Could you copy exactly the lines below, beginning at the line with "Road topology of" and stopping after the line with "Please list the", with no pictures?

########

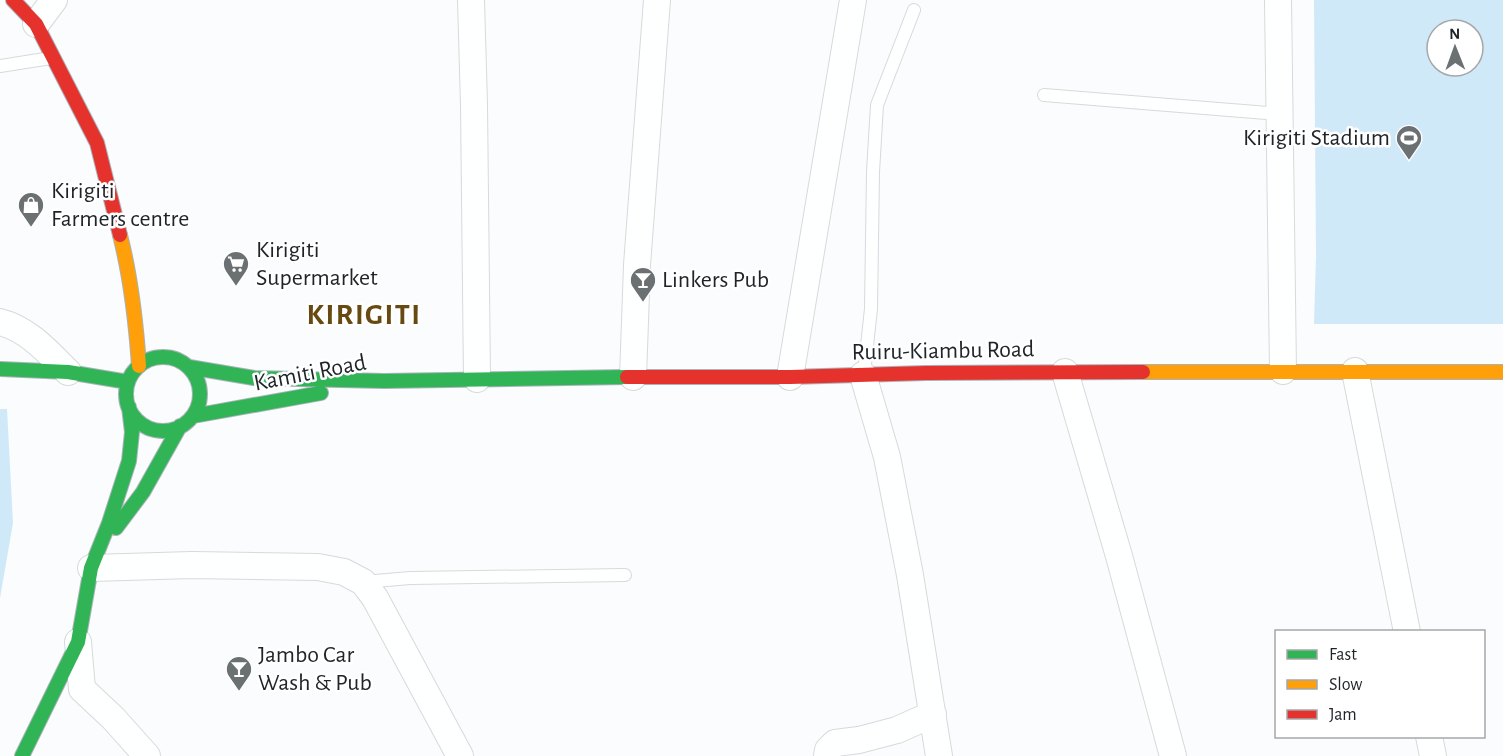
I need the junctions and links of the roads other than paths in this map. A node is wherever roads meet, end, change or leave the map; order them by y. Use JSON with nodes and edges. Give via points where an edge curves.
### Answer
{"nodes":[{"id":1,"x":13,"y":0,"type":"edge"},
{"id":2,"x":54,"y":0,"type":"edge"},
{"id":3,"x":471,"y":0,"type":"edge"},
{"id":4,"x":657,"y":0,"type":"edge"},
{"id":5,"x":853,"y":0,"type":"edge"},
{"id":6,"x":1278,"y":0,"type":"edge"},
{"id":7,"x":914,"y":10,"type":"dead end"},
{"id":8,"x":36,"y":24,"type":"junction"},
{"id":9,"x":52,"y":58,"type":"junction"},
{"id":10,"x":0,"y":66,"type":"edge"},
{"id":11,"x":1044,"y":95,"type":"dead end"},
{"id":12,"x":1280,"y":114,"type":"junction"},
{"id":13,"x":127,"y":263,"type":"junction"},
{"id":14,"x":147,"y":305,"type":"dead end"},
{"id":15,"x":0,"y":322,"type":"edge"},
{"id":16,"x":139,"y":366,"type":"junction"},
{"id":17,"x":189,"y":367,"type":"junction"},
{"id":18,"x":0,"y":369,"type":"edge"},
{"id":19,"x":58,"y":371,"type":"junction"},
{"id":20,"x":1283,"y":371,"type":"junction"},
{"id":21,"x":1355,"y":371,"type":"junction"},
{"id":22,"x":1065,"y":372,"type":"junction"},
{"id":23,"x":1503,"y":372,"type":"edge"},
{"id":24,"x":863,"y":375,"type":"junction"},
{"id":25,"x":633,"y":377,"type":"junction"},
{"id":26,"x":790,"y":377,"type":"junction"},
{"id":27,"x":477,"y":379,"type":"junction"},
{"id":28,"x":384,"y":381,"type":"junction"},
{"id":29,"x":128,"y":382,"type":"junction"},
{"id":30,"x":129,"y":407,"type":"junction"},
{"id":31,"x":193,"y":416,"type":"junction"},
{"id":32,"x":180,"y":426,"type":"junction"},
{"id":33,"x":95,"y":558,"type":"junction"},
{"id":34,"x":625,"y":575,"type":"dead end"},
{"id":35,"x":363,"y":582,"type":"junction"},
{"id":36,"x":1407,"y":630,"type":"edge"},
{"id":37,"x":78,"y":642,"type":"junction"},
{"id":38,"x":933,"y":714,"type":"junction"},
{"id":39,"x":1429,"y":738,"type":"edge"},
{"id":40,"x":22,"y":756,"type":"edge"},
{"id":41,"x":147,"y":756,"type":"edge"},
{"id":42,"x":460,"y":756,"type":"edge"},
{"id":43,"x":827,"y":756,"type":"edge"},
{"id":44,"x":939,"y":756,"type":"edge"},
{"id":45,"x":1173,"y":756,"type":"edge"},
{"id":46,"x":1433,"y":756,"type":"edge"}],
"edges":[{"from":1,"to":8,"type":"main road"},
{"from":2,"to":8,"type":"street"},
{"from":3,"to":27,"type":"street"},
{"from":4,"to":25,"type":"street","via":[[637,265]]},
{"from":5,"to":26,"type":"street"},
{"from":6,"to":12,"type":"street"},
{"from":7,"to":24,"type":"lane","via":[[877,105],[871,309]]},
{"from":8,"to":9,"type":"main road"},
{"from":9,"to":10,"type":"lane"},
{"from":9,"to":13,"type":"main road","via":[[97,143]]},
{"from":11,"to":12,"type":"lane"},
{"from":12,"to":20,"type":"street"},
{"from":13,"to":14,"type":"main road"},
{"from":13,"to":16,"type":"main road"},
{"from":15,"to":19,"type":"street","via":[[34,339]]},
{"from":16,"to":17,"type":"main road","via":[[169,352]]},
{"from":16,"to":29,"type":"main road"},
{"from":17,"to":28,"type":"main road","name":"Kamiti Road","via":[[254,378]]},
{"from":17,"to":31,"type":"main road","via":[[200,391]]},
{"from":18,"to":19,"type":"main road"},
{"from":19,"to":29,"type":"main road"},
{"from":20,"to":21,"type":"main road","name":"Ruiru-Kiambu Road"},
{"from":20,"to":22,"type":"main road","name":"Ruiru-Kiambu Road"},
{"from":21,"to":23,"type":"main road","name":"Ruiru-Kiambu Road"},
{"from":21,"to":36,"type":"street"},
{"from":22,"to":24,"type":"main road","name":"Ruiru-Kiambu Road"},
{"from":22,"to":45,"type":"street"},
{"from":24,"to":26,"type":"main road","name":"Ruiru-Kiambu Road"},
{"from":24,"to":38,"type":"street","via":[[887,457]]},
{"from":25,"to":26,"type":"main road","name":"Ruiru-Kiambu Road"},
{"from":25,"to":27,"type":"main road","name":"Ruiru-Kiambu Road"},
{"from":27,"to":28,"type":"main road","name":"Ruiru-Kiambu Road"},
{"from":28,"to":31,"type":"main road","name":"Kamiti Road"},
{"from":29,"to":30,"type":"main road"},
{"from":30,"to":32,"type":"main road","via":[[150,428]]},
{"from":30,"to":33,"type":"main road","via":[[129,461]]},
{"from":31,"to":32,"type":"main road"},
{"from":32,"to":33,"type":"main road","via":[[143,492]]},
{"from":33,"to":35,"type":"street","via":[[192,565],[318,567],[344,572]]},
{"from":33,"to":37,"type":"main road"},
{"from":34,"to":35,"type":"lane"},
{"from":35,"to":42,"type":"street"},
{"from":37,"to":40,"type":"main road"},
{"from":37,"to":41,"type":"street","via":[[82,689]]},
{"from":38,"to":43,"type":"street","via":[[897,730],[835,743]]},
{"from":38,"to":44,"type":"street"},
{"from":39,"to":46,"type":"street"}]}
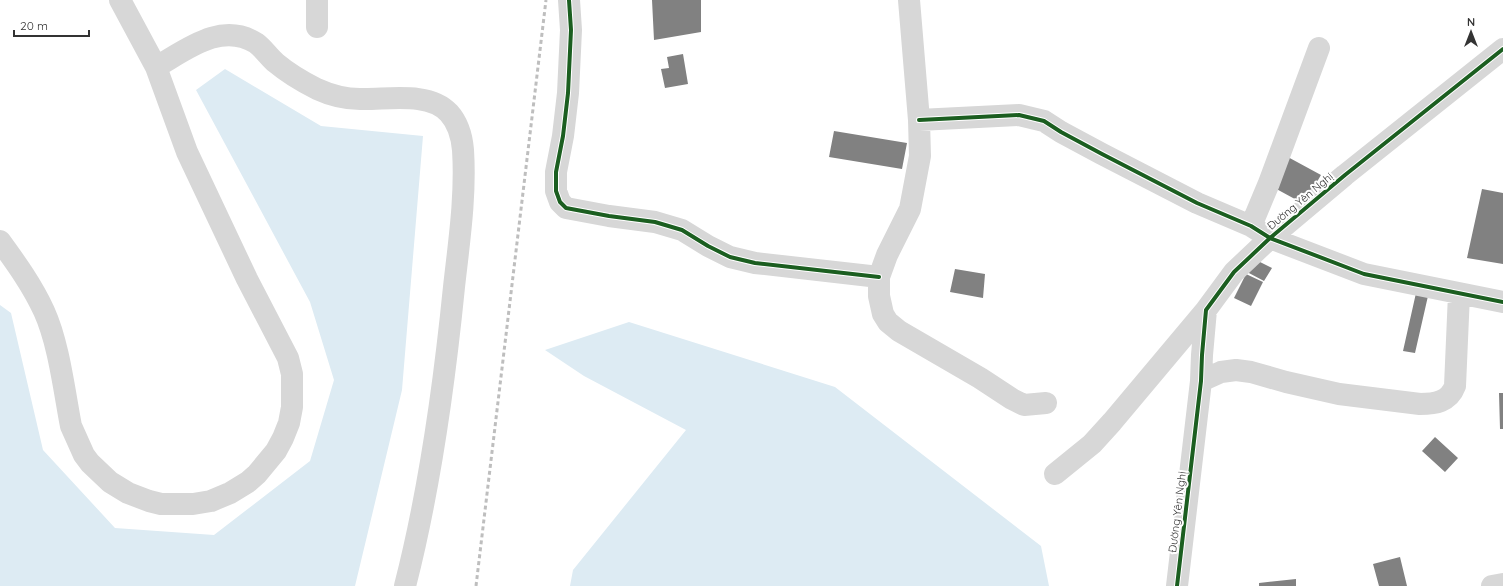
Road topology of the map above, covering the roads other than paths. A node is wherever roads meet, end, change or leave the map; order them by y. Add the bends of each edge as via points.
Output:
1 (120, 0) edge
2 (317, 0) edge
3 (569, 0) edge
4 (909, 0) edge
5 (317, 27) dead end
6 (1319, 48) dead end
7 (1503, 49) edge
8 (156, 67) junction
9 (919, 120) junction
10 (1251, 226) junction
11 (1270, 238) junction
12 (0, 241) edge
13 (879, 277) junction
14 (1459, 294) junction
15 (1503, 302) edge
16 (1206, 310) junction
17 (1201, 381) junction
18 (1046, 403) dead end
19 (1055, 474) dead end
20 (1503, 584) edge
21 (405, 586) edge
22 (1178, 586) edge
23 (1492, 586) edge

1 - 8 street
2 - 5 street
3 - 13 street via 571,30 568,93 556,172 556,191 560,202 566,208 655,222 682,230 730,257 755,263
4 - 9 street
6 - 10 street
7 - 11 street, Đường Yên Nghị
8 - 12 street via 187,152 247,279 288,358 292,374 292,407 289,423 276,450 257,474 230,493 211,501 193,504 161,504 128,493 110,482 90,462 76,438 57,351 44,311 23,272
8 - 21 street via 208,38 221,35 242,37 256,44 295,77 318,89 345,98 424,100 440,106 450,114 459,130 463,149 464,190 447,359 422,512
9 - 10 street via 1019,115 1044,121 1102,154
9 - 13 street via 920,156 910,209
10 - 11 street
11 - 14 street via 1364,274
11 - 16 street, Đường Yên Nghị via 1234,272
13 - 18 street via 879,296 883,314 899,331 1024,405
14 - 15 street
14 - 17 street via 1455,386 1445,400 1420,404 1339,394 1236,370 1221,372
16 - 17 street, Đường Yên Nghị
16 - 19 street via 1092,444
17 - 22 street, Đường Yên Nghị
20 - 23 street

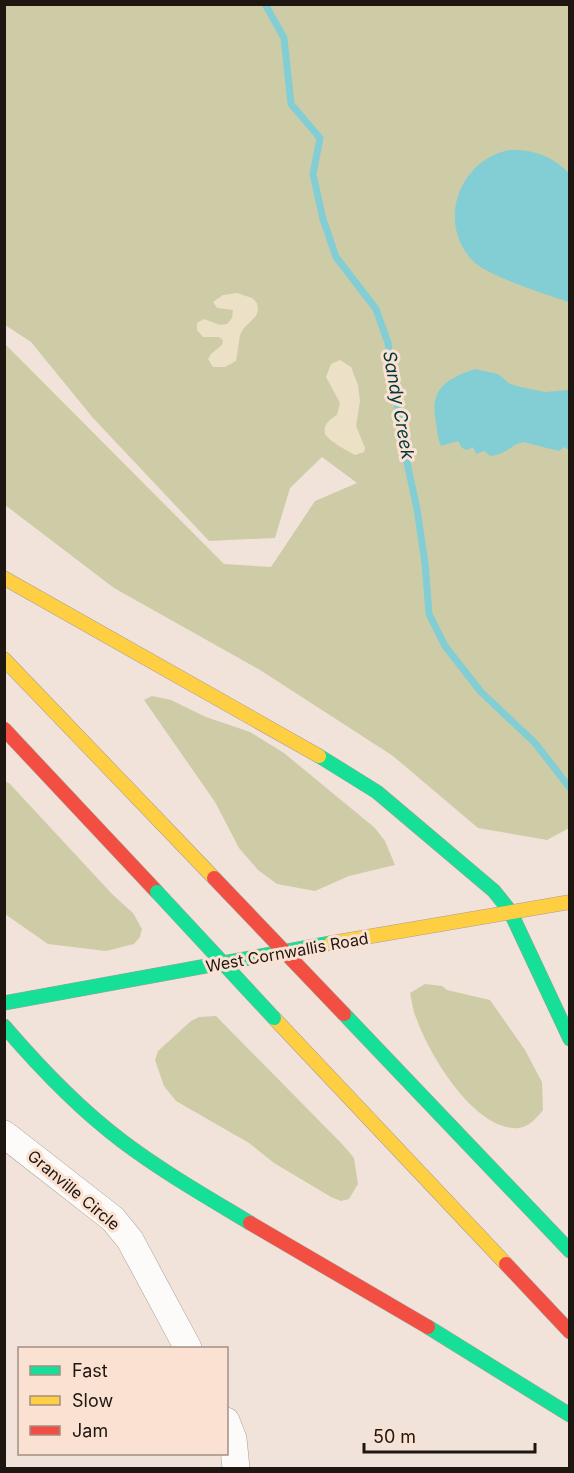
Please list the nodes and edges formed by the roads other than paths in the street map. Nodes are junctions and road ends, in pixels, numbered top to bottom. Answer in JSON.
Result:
{"nodes":[{"id":1,"x":4,"y":578,"type":"edge"},
{"id":2,"x":4,"y":659,"type":"edge"},
{"id":3,"x":4,"y":729,"type":"edge"},
{"id":4,"x":567,"y":903,"type":"edge"},
{"id":5,"x":510,"y":911,"type":"junction"},
{"id":6,"x":4,"y":1003,"type":"edge"},
{"id":7,"x":4,"y":1026,"type":"edge"},
{"id":8,"x":570,"y":1040,"type":"edge"},
{"id":9,"x":4,"y":1134,"type":"edge"},
{"id":10,"x":570,"y":1251,"type":"edge"},
{"id":11,"x":570,"y":1332,"type":"edge"},
{"id":12,"x":187,"y":1347,"type":"edge"},
{"id":13,"x":570,"y":1415,"type":"edge"},
{"id":14,"x":228,"y":1426,"type":"edge"},
{"id":15,"x":236,"y":1468,"type":"edge"}],
"edges":[{"from":1,"to":5,"type":"main road"},
{"from":2,"to":10,"type":"main road","bridge":true},
{"from":3,"to":11,"type":"main road","bridge":true},
{"from":4,"to":5,"type":"main road","name":"West Cornwallis Road"},
{"from":5,"to":6,"type":"main road","name":"West Cornwallis Road"},
{"from":5,"to":8,"type":"main road"},
{"from":7,"to":13,"type":"main road"},
{"from":9,"to":12,"type":"street","name":"Granville Circle"},
{"from":14,"to":15,"type":"street"}]}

########

- [Answer box]
Road topology of the map above, covering the roads other than paths. A node is wherever roads meet, end, change or leave the map; order them by y. Add the bends of each edge as via points.
Output:
1 (120, 0) edge
2 (317, 0) edge
3 (569, 0) edge
4 (909, 0) edge
5 (317, 27) dead end
6 (1319, 48) dead end
7 (1503, 49) edge
8 (156, 67) junction
9 (919, 120) junction
10 (1251, 226) junction
11 (1270, 238) junction
12 (0, 241) edge
13 (879, 277) junction
14 (1459, 294) junction
15 (1503, 302) edge
16 (1206, 310) junction
17 (1201, 381) junction
18 (1046, 403) dead end
19 (1055, 474) dead end
20 (1503, 584) edge
21 (405, 586) edge
22 (1178, 586) edge
23 (1492, 586) edge

1 - 8 street
2 - 5 street
3 - 13 street via 571,30 568,93 556,172 556,191 560,202 566,208 655,222 682,230 730,257 755,263
4 - 9 street
6 - 10 street
7 - 11 street, Đường Yên Nghị
8 - 12 street via 187,152 247,279 288,358 292,374 292,407 289,423 276,450 257,474 230,493 211,501 193,504 161,504 128,493 110,482 90,462 76,438 57,351 44,311 23,272
8 - 21 street via 208,38 221,35 242,37 256,44 295,77 318,89 345,98 424,100 440,106 450,114 459,130 463,149 464,190 447,359 422,512
9 - 10 street via 1019,115 1044,121 1102,154
9 - 13 street via 920,156 910,209
10 - 11 street
11 - 14 street via 1364,274
11 - 16 street, Đường Yên Nghị via 1234,272
13 - 18 street via 879,296 883,314 899,331 1024,405
14 - 15 street
14 - 17 street via 1455,386 1445,400 1420,404 1339,394 1236,370 1221,372
16 - 17 street, Đường Yên Nghị
16 - 19 street via 1092,444
17 - 22 street, Đường Yên Nghị
20 - 23 street

Please list the nodes and edges formed by the roads other than paths in the street map. Nodes are junctions and road ends, in pixels, numbered top to bottom. Answer in JSON.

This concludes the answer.